Кому он нужен, «Живой труп». Установочная беседа с актерамиРОЗОВСКИЙ. Толстой пугает. Он с бородой. И нос картошкой… Да еще эта его сомнительная философия – «непротивление злу»… Это что же – какой-нибудь гитлер тебя будет вешать, а ты его люби, не сопротивляйся?!
Что-то тут не то. Со Львом Николаевичем хочется спорить. Льву Николаевичу хочется возражать. К тому же его обозвали (а мы это заучили) «зеркалом русской революции». Ну, какое из него «зеркало»?.. Да и «революция», уж мы-то знаем, есть то самое насилие, которому «непротивление» – любое! – поперек горла.
Толстой страшен нам неприятием роскоши и довольства – честно говоря, подавляющее большинство людей на нашей грешной земле стремится к богатству, желательно несметному, а нищету почему-то не выносит. Значит, Толстой опять куда-то гнет «не туда», – народу пахать тяжко, а Толстой с превеликим удовольствием вместе с народом в одной упряжке «пахать желают», да ведь не барское это дело! Не надо нам Вашего «опрощения». Мы иначе жить хотим. Вот Вы говорите, что труд возвеличивает душу, очищает – что за ерунда!.. Спустись в шахту и ТАМ себя возвеличивай, ТАМ себя очищай!.. Нет, Лев Николаевич, Ваши воззрения нам не подходили и не подходят – в наше время толстовство с его зерном – опрощением – давно исчерпало себя, сделалось ветхой, устаревшей теорией, далекой от реальности и самой доктрины потребительского общества, знаменательно восторжествовавшей в мире с некоторых пор.

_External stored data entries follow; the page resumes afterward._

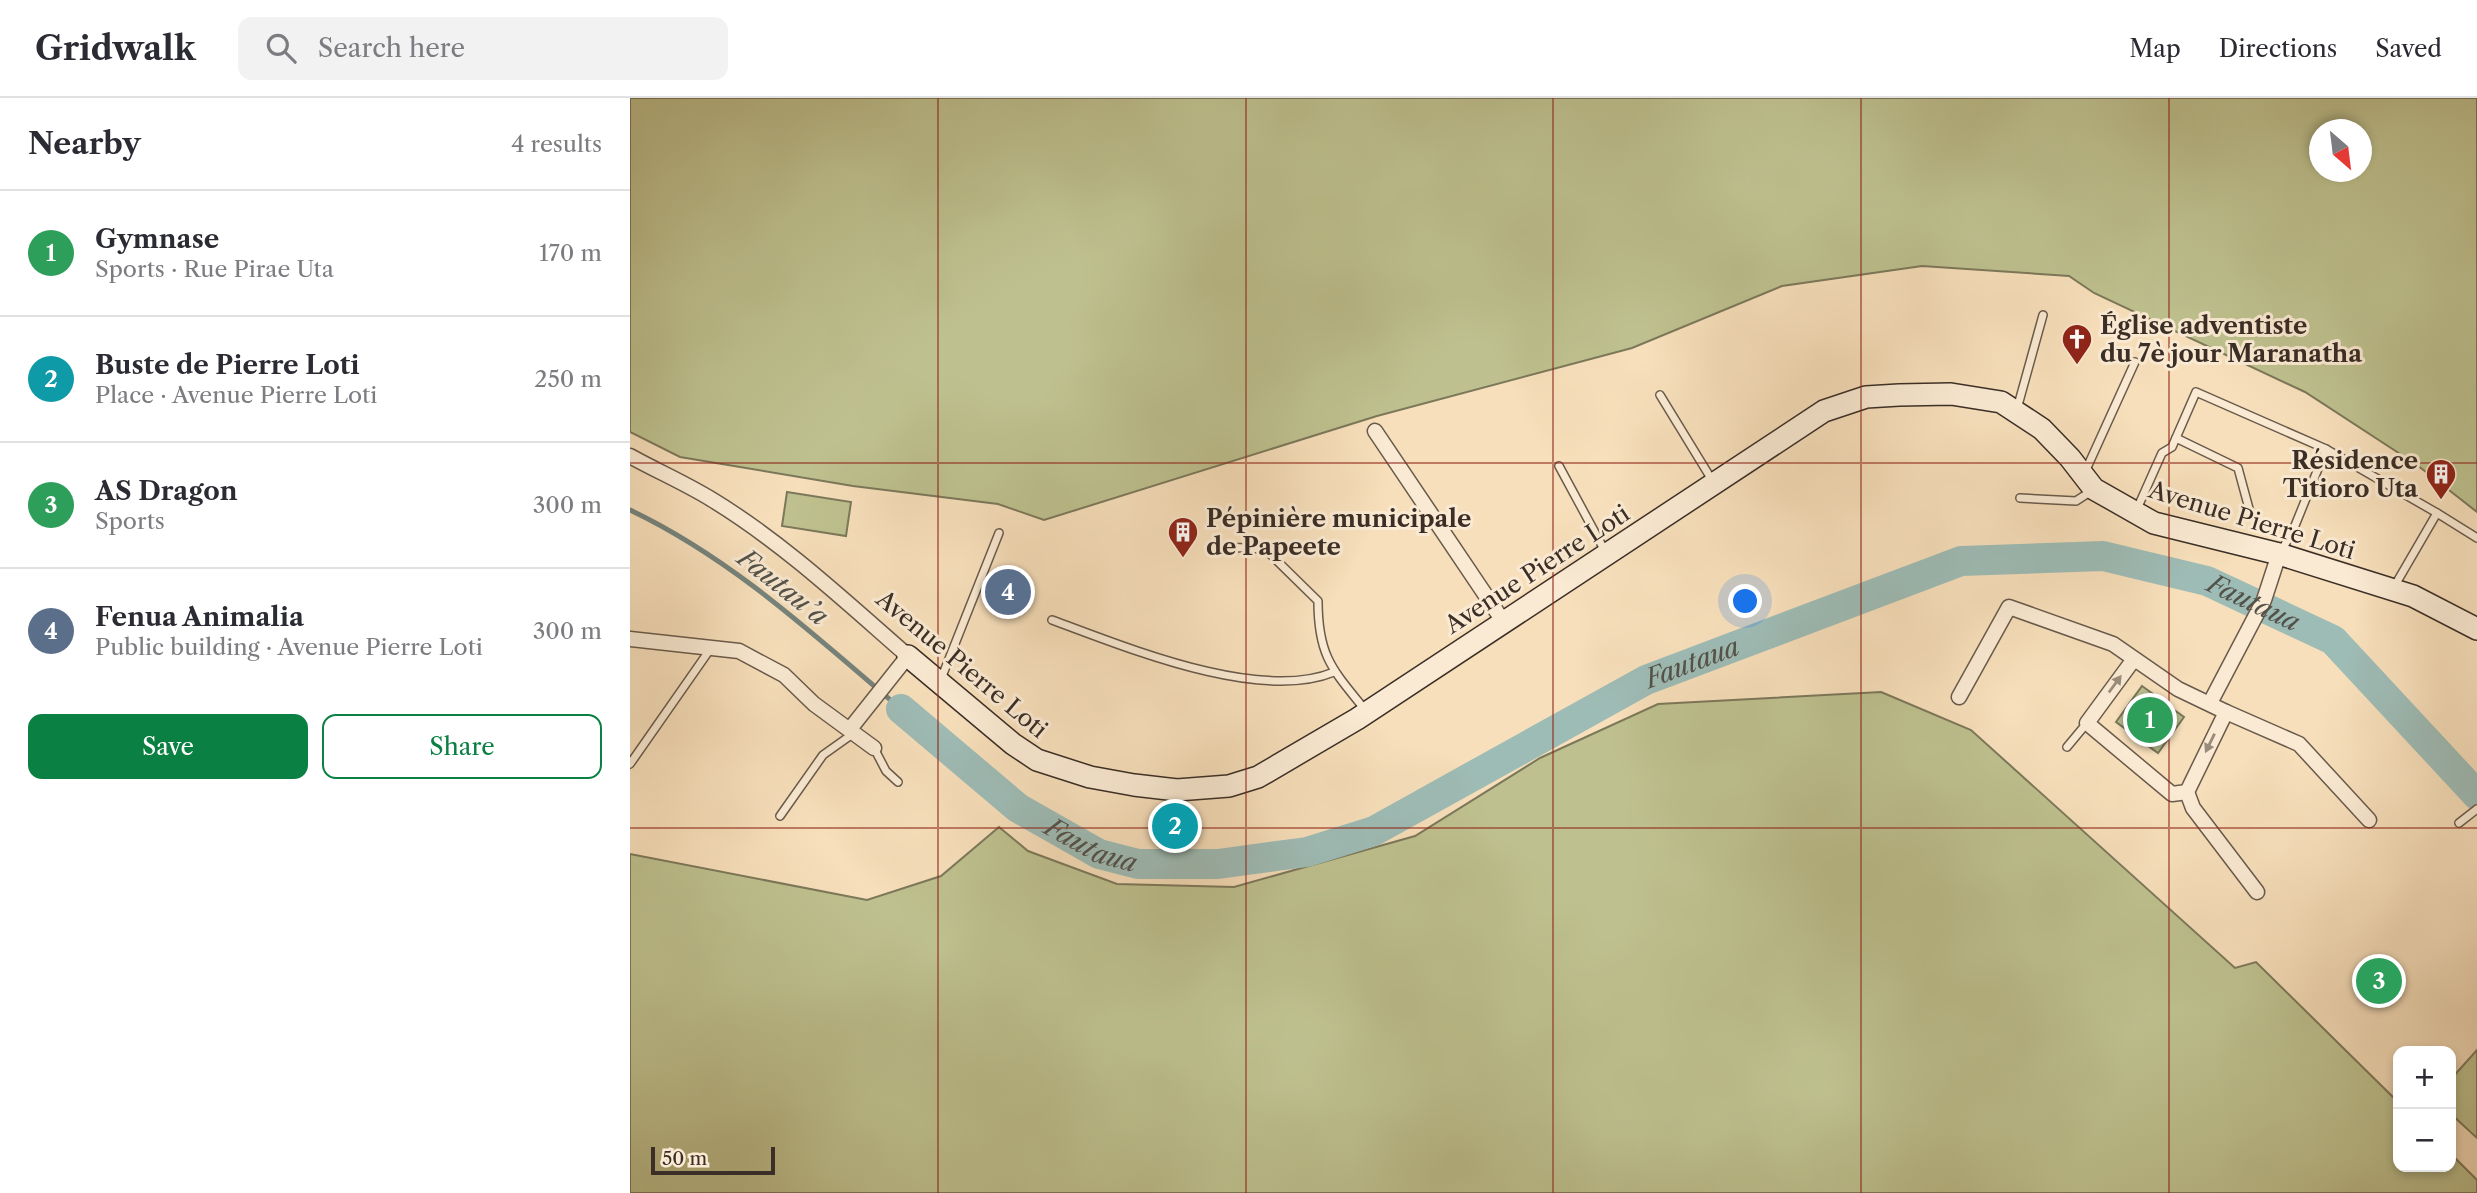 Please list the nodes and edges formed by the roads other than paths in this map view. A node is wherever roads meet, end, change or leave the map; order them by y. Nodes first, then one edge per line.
1 (2043, 315) dead end
2 (2135, 362) dead end
3 (1660, 395) dead end
4 (2017, 410) junction
5 (1375, 431) dead end
6 (2176, 438) junction
7 (2326, 449) junction
8 (630, 456) edge
9 (1559, 466) dead end
10 (2089, 483) junction
11 (1714, 484) junction
12 (2020, 498) dead end
13 (2136, 513) junction
14 (2437, 513) junction
15 (2252, 516) dead end
16 (999, 533) dead end
17 (2477, 538) edge
18 (1224, 547) dead end
19 (1606, 554) junction
20 (2279, 554) junction
21 (2392, 589) junction
22 (1052, 620) dead end
23 (1503, 621) junction
24 (2477, 629) edge
25 (630, 639) edge
26 (711, 647) junction
27 (908, 656) junction
28 (2134, 659) junction
29 (1334, 671) junction
30 (939, 683) junction
31 (1959, 697) dead end
32 (2210, 703) junction
33 (1367, 712) junction
34 (2226, 712) junction
35 (2087, 723) junction
36 (852, 731) junction
37 (2067, 747) dead end
38 (874, 748) joint
39 (630, 764) edge
40 (898, 782) dead end
41 (2187, 792) junction
42 (2477, 809) edge
43 (780, 816) dead end
44 (2369, 820) dead end
45 (2459, 823) dead end
46 (2257, 892) dead end

1 - 4 lane
2 - 10 lane
3 - 11 lane
4 - 10 main road, Avenue Pierre Loti
4 - 11 main road, Avenue Pierre Loti
5 - 23 street
6 - 7 lane
6 - 13 lane
6 - 15 lane
7 - 14 lane
7 - 20 lane
8 - 27 street, Avenue Pierre Loti
9 - 19 lane
10 - 12 lane
10 - 13 main road, Avenue Pierre Loti
11 - 19 main road, Avenue Pierre Loti
13 - 20 main road, Avenue Pierre Loti
14 - 17 lane
14 - 21 lane
16 - 30 lane
18 - 29 lane
19 - 23 main road, Avenue Pierre Loti
20 - 21 main road, Avenue Pierre Loti
20 - 32 street
21 - 24 main road, Avenue Pierre Loti
22 - 29 lane
23 - 33 main road, Avenue Pierre Loti
25 - 26 street
26 - 36 street
26 - 39 lane
27 - 30 main road, Avenue Pierre Loti
27 - 36 street
28 - 31 street
28 - 32 street
35 -> 28 street
29 - 33 lane
30 - 33 main road, Avenue Pierre Loti
32 - 34 street
34 -> 41 street
34 - 44 street
35 - 37 lane
35 - 41 street
36 - 38 street
36 - 43 lane
38 - 40 lane
41 - 46 street
42 - 45 lane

Церковь его и по сей день не простила. Он ее обвинил во вранье и неследовании Христу. Как так?.. А вот так: лгут, оказывается, церковники, провозглашают одно, а делают, видите ли, другое… Сомкнулись с преступным государством, слились в поцелуе с греховной властью, а с амвона болтают о всеобщей любви и доброте. Простой человек голодает, необразован, точнее, неграмотен, на войне гибнет, в неволе дохнет, а Вы нам тут сказки рассказываете, – про патриотизм, который «последнее прибежище негодяя» (любимое Толстым изречение!), про «семейное счастье», которое одна сплошная видимость, про жизнь, которая на самом деле не жизнь, а пустота и мерзость. Эх-х-х… Отлучили Толстого от святой церкви. Кончилось тем, что могила титана литературы в Ясной Поляне – без креста. Но, правда, всегда в цветах.

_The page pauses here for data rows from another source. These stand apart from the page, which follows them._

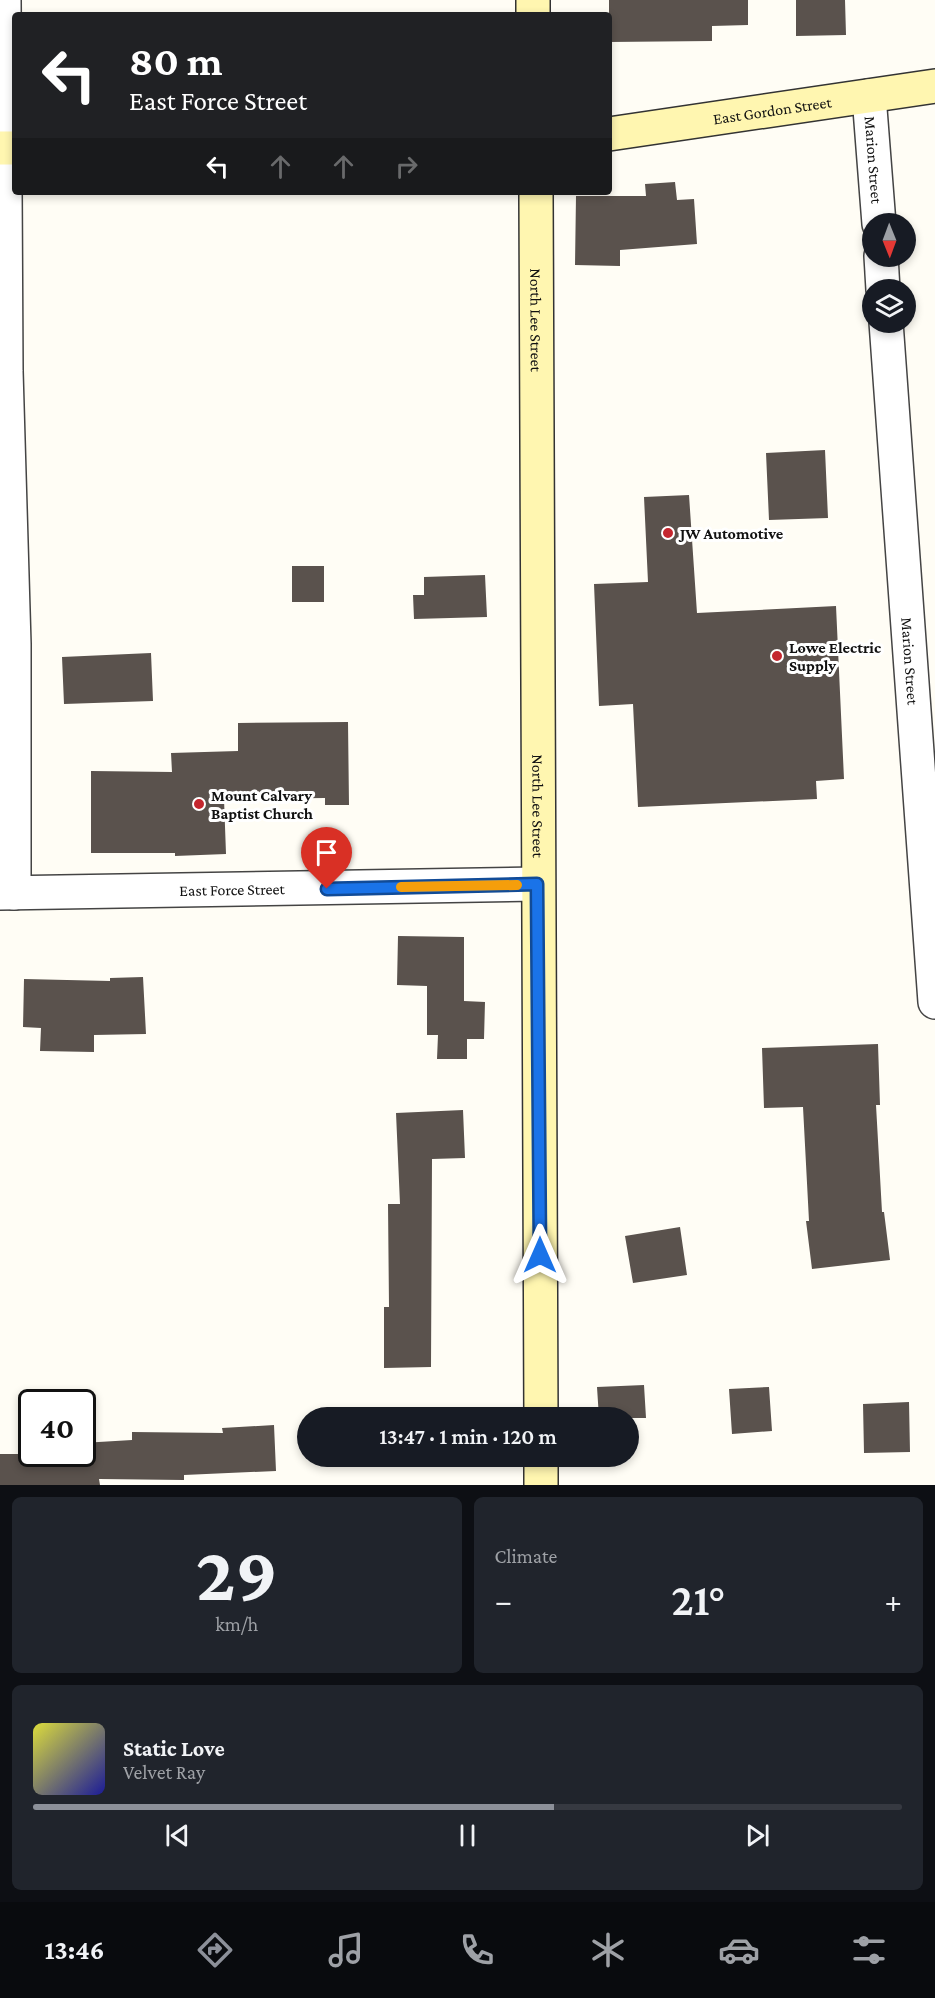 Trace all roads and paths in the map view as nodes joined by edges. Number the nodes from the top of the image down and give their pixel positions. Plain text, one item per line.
1 (4, 0) edge
2 (935, 86) edge
3 (869, 96) junction
4 (612, 134) edge
5 (7, 148) edge
6 (536, 195) edge
7 (878, 213) edge
8 (887, 333) edge
9 (925, 722) edge
10 (537, 884) junction
11 (7, 893) edge
12 (935, 1002) edge
13 (541, 1407) edge
14 (541, 1467) edge
15 (541, 1485) edge

1 - 5 street
2 - 3 street, East Gordon Street
3 - 4 street, East Gordon Street
3 - 7 street, Marion Street
5 - 11 street
6 - 10 street, North Lee Street
8 - 9 street, Marion Street
9 - 12 street, Marion Street
10 - 11 street, East Force Street
10 - 13 street, North Lee Street
14 - 15 street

Все это вместе взятое делает Толстого каким-то ЧУЖИМ нашему сегодня, каким-то, я бы сказал, духовным отшельником, чьи воззрения оказываются нам, нынешним, отнюдь не близки и совсем уж неприменимы в мире, живущем по другим законам и с другой моралью.
И, если это так, зачем ставить Толстого сегодня? Кому он нужен, этот «Живой труп»?!
А вот как раз спектакль и должен дать ответы на эти вопросы. Хотелось бы, чтобы дал…
Ибо «Живой труп» написан был именно с целью вернуть не заинтересованное ни в чем общество к правде и смыслу существования, встряхнуть сонные души, призвав их к фундаментальным ценностям и представлениям о жизни и смерти. Для меня, несомненно, «Живой труп» – продолжение распознания и освоения главного в «Холстомере» – высокого в толстовстве.
На вид, «Живой труп» – не более чем «семейная драма». Да еще с оттенком детектива. Сегодня бы такую вещь легко бы превратили в «сериал»…
Но не превратят. Слишком много в «Живом трупе» нагружено серьезных мыслей о человеке, о его грехе и ответственности за грех – тема генеральная всей русской литературы, ставшей классикой как раз по причине глубокого исследования этой темы.
Наш выбор этой пьесы продиктован желанием неповерхностного, психологически проработанного воспроизведения достаточно частной истории, которая уникальна и своим сногсшибательным сюжетом и внедрением в него цельного толстовского миросознания, благодаря чему сюжет с уголовным оттенком под пером страдающего и страждущего другой жизни писателя-мыслителя превращается в притчу об измученной и истерзанной в своем долготерпении человеческой личности.
Но мы были бы не мы, если бы не предложили зрителю свое толкование пьесы и ее героев – этим я буду озабочен чрезвычайно в процессе всей нашей работы.